Parte da Bruxelles un duro attacco all’aglianico e ad altri vini doc italiani. La Commissione Ue sta lavorando, infatti, a una modifica del regolamento 607 del 2009 per rivedere le norme sull’etichettatura delle denominazioni d’origine. L’ipotesi allo studio punta a una profonda liberalizzazione che consenta ai produttori di qualsiasi Paese di utilizzare in etichetta anche i nomi dei vitigni oggi riservati a singoli Stati.
Se dovesse passare l’ipotesi allo studio Ue, in futuro anche i produttori di altri Paesi potrebbero riportare in etichetta il termine Aglianico e quindi ci troveremmo con “aglianico” proveniente dalla Spagna o magari dalla Grecia. L’allarme parte dalla Cia che insieme ad una larga fetta della filiera vitivinicola italiana (dall’Alleanza delle cooperative all’Assoenologi, alla Confagricoltura, dalla Federdoc alla Federvini e all’Unione italiana vini) ha scritto al ministro per le Politiche agricole, Maurizio Martina.
“Se la Commissione Ue – si legge nella lettera – decidesse di procedere alla liberalizzazione qualsiasi produttore europeo potrà utilizzare nomi storici della viticoltura italiana.
“Per questo – si legge nella nota della Cia – le organizzazioni del vino hanno chiesto a Martina di attivarsi perché una tale deregulation «non si trasformi in una proposta di regolamento che rischierebbe di banalizzare Dop e Igp italiane penalizzando gli investimenti sostenuti negli anni dai produttori». «L’operazione va bloccata – continua la Cia – perché anche se fosse ridimensionata si risolverebbe in un sicuro danno per l’aglianico e per il vino italiano in genere.

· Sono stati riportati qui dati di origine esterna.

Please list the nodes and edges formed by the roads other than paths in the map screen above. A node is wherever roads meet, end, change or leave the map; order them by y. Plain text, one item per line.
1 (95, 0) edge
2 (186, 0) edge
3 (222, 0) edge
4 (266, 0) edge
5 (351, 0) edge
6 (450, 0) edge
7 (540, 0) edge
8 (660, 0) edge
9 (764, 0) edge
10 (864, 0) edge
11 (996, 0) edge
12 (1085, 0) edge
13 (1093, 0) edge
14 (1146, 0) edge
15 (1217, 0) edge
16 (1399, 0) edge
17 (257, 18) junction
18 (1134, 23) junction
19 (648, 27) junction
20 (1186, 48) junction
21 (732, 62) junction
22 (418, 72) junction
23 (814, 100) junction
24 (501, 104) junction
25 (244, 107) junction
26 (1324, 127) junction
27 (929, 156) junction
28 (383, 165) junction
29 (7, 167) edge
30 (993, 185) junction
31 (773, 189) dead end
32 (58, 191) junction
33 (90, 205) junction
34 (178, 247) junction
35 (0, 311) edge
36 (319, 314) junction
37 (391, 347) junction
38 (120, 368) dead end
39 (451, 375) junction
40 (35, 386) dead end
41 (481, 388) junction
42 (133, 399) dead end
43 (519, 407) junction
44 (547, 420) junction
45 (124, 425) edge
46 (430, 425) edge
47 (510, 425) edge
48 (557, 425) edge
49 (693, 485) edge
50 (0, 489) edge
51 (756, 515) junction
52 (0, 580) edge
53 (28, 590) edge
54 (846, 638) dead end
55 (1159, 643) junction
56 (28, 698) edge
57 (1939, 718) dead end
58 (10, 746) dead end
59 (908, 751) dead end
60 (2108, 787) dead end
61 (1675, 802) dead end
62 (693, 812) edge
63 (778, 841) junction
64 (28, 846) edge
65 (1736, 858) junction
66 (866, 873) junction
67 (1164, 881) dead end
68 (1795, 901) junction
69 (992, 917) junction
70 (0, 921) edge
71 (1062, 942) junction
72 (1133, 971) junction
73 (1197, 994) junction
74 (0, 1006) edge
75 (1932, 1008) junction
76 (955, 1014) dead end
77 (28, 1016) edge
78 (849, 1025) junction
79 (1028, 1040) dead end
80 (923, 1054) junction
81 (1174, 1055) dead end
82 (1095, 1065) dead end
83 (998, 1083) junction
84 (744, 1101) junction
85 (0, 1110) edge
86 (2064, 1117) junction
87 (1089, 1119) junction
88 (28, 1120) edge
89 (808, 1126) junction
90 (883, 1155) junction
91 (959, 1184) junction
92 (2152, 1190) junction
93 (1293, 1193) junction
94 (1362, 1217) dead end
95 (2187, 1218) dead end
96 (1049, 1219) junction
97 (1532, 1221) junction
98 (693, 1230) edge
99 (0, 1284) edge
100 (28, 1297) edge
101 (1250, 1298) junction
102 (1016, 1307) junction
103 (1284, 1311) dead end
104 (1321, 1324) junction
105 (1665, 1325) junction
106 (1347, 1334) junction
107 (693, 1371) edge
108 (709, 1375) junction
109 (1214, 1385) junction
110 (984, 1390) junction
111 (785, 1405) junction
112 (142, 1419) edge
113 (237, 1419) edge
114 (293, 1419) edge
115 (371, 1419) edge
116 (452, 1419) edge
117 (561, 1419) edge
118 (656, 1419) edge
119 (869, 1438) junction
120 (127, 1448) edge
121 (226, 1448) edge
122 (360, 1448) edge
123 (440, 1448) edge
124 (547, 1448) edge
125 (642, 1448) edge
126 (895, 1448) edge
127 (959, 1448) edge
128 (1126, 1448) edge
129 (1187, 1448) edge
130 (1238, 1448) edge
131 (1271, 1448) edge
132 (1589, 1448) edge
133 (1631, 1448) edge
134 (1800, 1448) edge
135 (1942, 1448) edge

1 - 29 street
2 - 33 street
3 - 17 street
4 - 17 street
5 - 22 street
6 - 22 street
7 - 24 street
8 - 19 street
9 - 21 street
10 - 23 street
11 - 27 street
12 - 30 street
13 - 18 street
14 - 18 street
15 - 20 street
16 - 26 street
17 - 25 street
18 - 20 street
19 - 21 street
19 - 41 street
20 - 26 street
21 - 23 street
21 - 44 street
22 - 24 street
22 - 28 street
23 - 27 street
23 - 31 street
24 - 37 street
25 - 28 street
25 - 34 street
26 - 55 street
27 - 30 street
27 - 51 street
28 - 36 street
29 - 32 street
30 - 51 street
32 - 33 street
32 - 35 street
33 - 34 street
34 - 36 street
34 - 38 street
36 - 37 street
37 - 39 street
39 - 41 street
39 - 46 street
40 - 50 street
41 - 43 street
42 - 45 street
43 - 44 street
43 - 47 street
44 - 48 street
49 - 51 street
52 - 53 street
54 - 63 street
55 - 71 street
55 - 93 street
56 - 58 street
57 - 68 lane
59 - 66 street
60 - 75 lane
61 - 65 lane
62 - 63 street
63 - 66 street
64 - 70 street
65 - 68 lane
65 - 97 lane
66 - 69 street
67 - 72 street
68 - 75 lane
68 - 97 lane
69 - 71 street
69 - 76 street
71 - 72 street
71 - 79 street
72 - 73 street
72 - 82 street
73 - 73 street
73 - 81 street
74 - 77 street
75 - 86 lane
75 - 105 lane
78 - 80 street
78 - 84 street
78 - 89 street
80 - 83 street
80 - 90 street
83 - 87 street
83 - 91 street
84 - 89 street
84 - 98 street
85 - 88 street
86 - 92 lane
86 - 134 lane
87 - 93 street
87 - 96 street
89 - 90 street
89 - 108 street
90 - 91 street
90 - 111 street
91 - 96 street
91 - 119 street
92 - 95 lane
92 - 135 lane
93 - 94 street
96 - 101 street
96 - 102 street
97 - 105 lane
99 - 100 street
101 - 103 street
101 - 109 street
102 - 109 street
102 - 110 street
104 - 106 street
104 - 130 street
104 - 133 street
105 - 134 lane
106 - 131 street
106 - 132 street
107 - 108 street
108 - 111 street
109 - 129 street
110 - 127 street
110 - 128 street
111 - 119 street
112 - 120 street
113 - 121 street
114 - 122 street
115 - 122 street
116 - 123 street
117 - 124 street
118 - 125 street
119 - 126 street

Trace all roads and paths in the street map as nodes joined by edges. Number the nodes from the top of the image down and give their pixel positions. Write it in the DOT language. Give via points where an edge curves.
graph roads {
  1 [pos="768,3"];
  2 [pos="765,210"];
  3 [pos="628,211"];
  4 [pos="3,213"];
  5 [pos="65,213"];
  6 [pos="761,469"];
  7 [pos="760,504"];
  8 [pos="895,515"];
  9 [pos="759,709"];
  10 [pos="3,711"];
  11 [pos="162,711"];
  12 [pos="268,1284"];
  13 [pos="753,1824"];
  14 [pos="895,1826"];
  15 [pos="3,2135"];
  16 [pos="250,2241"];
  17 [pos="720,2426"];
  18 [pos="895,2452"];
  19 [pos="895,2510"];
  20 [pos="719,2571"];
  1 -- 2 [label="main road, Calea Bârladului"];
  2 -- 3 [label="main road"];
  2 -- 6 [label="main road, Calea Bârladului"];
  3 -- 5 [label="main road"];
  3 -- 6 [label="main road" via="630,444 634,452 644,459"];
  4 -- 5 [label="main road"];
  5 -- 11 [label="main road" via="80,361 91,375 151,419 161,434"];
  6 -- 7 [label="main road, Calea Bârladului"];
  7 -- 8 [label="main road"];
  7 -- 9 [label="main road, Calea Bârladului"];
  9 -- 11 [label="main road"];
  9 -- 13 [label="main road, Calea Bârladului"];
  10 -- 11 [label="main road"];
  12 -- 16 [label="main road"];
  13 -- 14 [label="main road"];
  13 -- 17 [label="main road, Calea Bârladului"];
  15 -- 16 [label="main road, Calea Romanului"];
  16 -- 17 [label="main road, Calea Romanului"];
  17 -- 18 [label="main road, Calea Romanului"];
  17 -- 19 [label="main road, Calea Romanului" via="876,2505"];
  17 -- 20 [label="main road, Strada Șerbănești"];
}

Dietro le decisioni Ue – aggiunge il responsabile vino della Cia, Domenico Mastrogiovanni – ci sono la difesa dei produttori e la tutela dei consumatori. Una riforma come questa allo studio invece rischia di scontentare tutti penalizzando i produttori senza alcun vantaggio di trasparenza per il mercato. Non possiamo cedere ad altri l’uso di nomi come Aglianico del Vulture che ha fatto da apripista del “made in Basilicata” nel mondo e ancora oggi è tra i prodotti lucani più esportati.